In recent years, new chemical release agents based on silane are being used in the tire industry. Silane is an inorganic chemical compound consisting of a silicon backbone and hydrogen. Silanes can be thermally decomposed into high-purity silicon and hydrogen. If silane is stored and transported in Intermediate Bulk Containers (IBCs) equipped with safety valves in vented semi-confined spaces, such as ISO-Containers, hydrogen can be accumulated and become explosive mixture with air. A conservative CFD analysis using the GASFLOW-MPI code has been carried out to assess the hydrogen risk inside the vented containers. Two types of containers with different natural ventilation systems were investigated under various hypothetical accident scenarios. A continuous release of hydrogen due to the chemical decomposition of silane from IBCs was studied as the reference case. The effect of the safety valves on hydrogen accumulation in the container which results in small pulsed releases of hydrogen was investigated. The external effects of the sun and wind on hydrogen distribution and ventilation were also evaluated. The results can provide detailed information on hydrogen dispersion and mixing within the vented enclosures, and used to evaluate the hydrogen risks, such as flammability.
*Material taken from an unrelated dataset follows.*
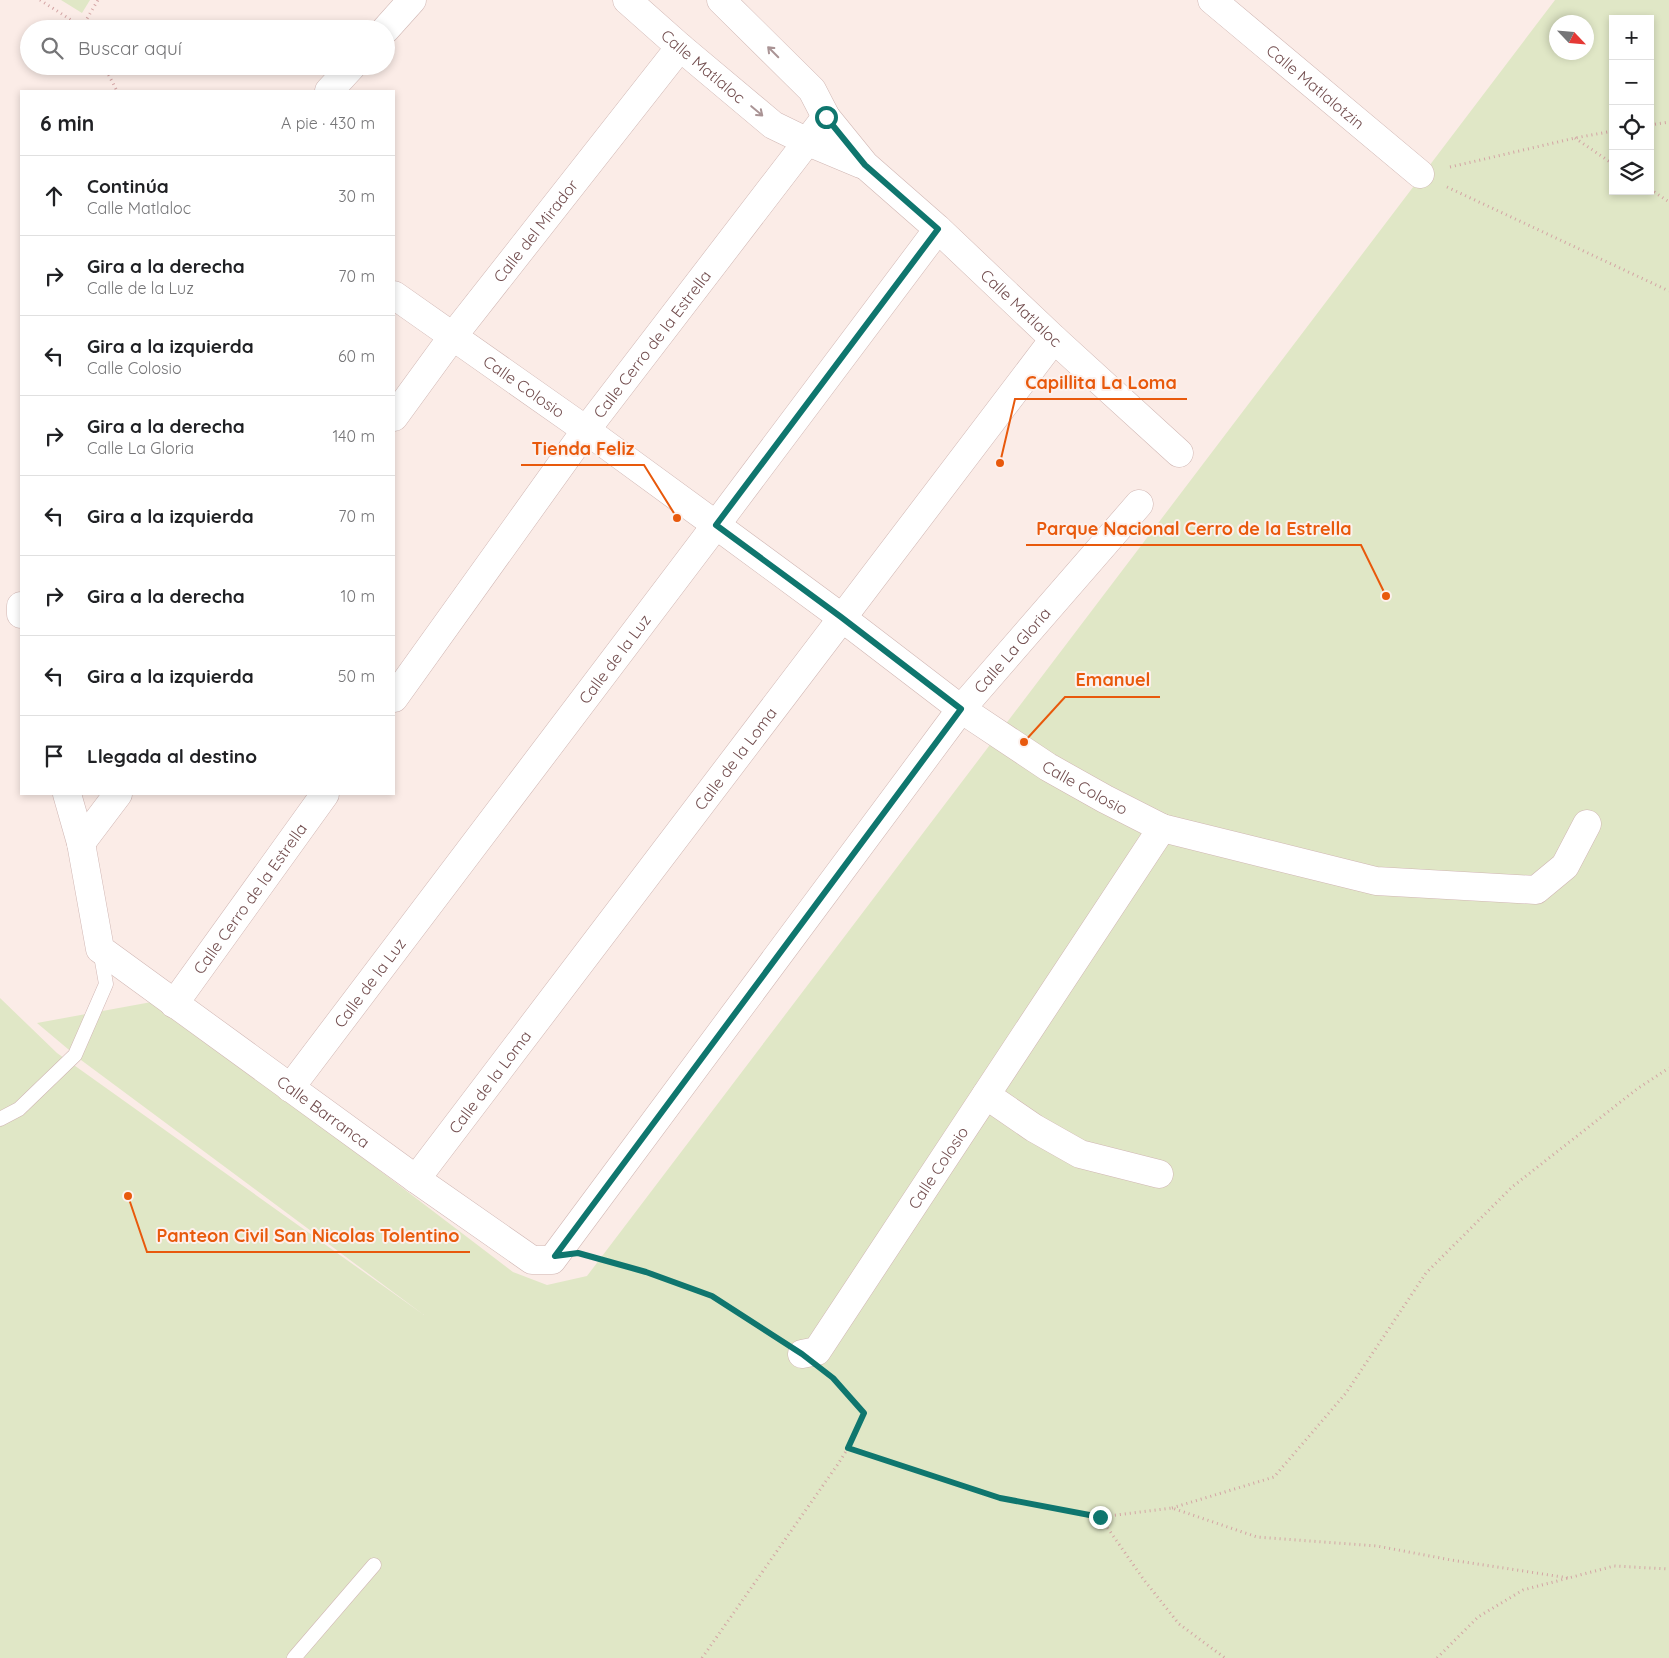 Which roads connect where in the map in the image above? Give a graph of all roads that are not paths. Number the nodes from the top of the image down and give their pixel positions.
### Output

Based on the assumptions used in this study, it indicates that the geometry of ventilation openings plays a key role in the efficiency of the indoor air exchange process. In addition, the use of safety valves makes it possible to reduce the concentration of hydrogen by volume in air compared to the reference case. The effect of the sun, which results in a temperature difference between two container walls, allows a strong mixing of hydrogen and air, which helps to obtain a concentration lower than both the base case and the case of the pulsed releases. But the best results for the venting process are obtained with the wind that can drive the mixture to the downwind wall vent holes.